What to produce – Please go through the records below and return every line holding the word "middle".

___ Data for this task ___

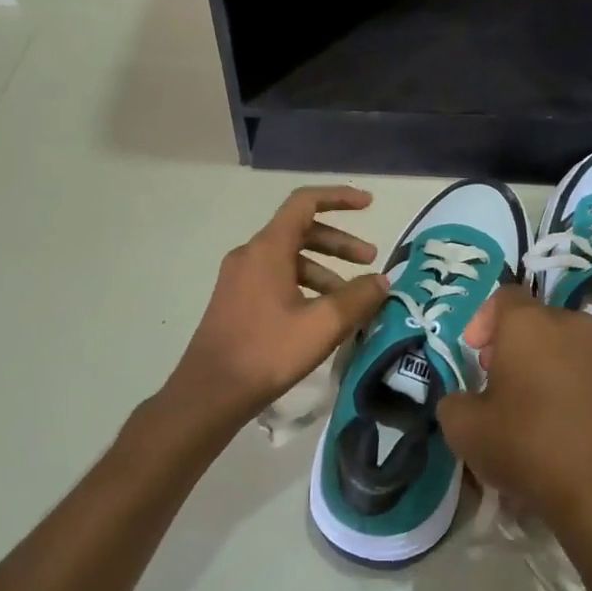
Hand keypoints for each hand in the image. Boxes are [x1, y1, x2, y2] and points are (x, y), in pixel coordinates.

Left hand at [166, 185, 389, 425]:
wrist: (210, 392)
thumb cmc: (267, 352)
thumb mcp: (322, 325)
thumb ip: (357, 298)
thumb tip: (381, 281)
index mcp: (267, 249)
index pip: (305, 203)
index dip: (339, 197)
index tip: (368, 205)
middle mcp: (250, 255)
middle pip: (300, 231)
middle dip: (339, 243)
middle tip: (370, 260)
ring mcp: (239, 279)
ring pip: (289, 259)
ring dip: (325, 270)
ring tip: (352, 299)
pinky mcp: (236, 301)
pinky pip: (276, 279)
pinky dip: (305, 286)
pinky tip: (322, 316)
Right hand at [439, 286, 591, 532]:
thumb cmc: (529, 447)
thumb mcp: (465, 430)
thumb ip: (453, 404)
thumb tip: (463, 401)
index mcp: (530, 324)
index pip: (504, 296)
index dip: (483, 320)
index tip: (475, 354)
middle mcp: (573, 327)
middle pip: (537, 322)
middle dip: (513, 346)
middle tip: (498, 383)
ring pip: (566, 348)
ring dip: (545, 368)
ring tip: (532, 410)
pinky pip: (591, 375)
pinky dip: (573, 390)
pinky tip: (564, 430)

___

Task result –
middle mcp: (250, 255)
middle pip: (300, 231)
middle dip: (339, 243)
middle tip: (370, 260)
middle mcp: (573, 327)
middle pip: (537, 322)
middle dip: (513, 346)
middle tip: (498, 383)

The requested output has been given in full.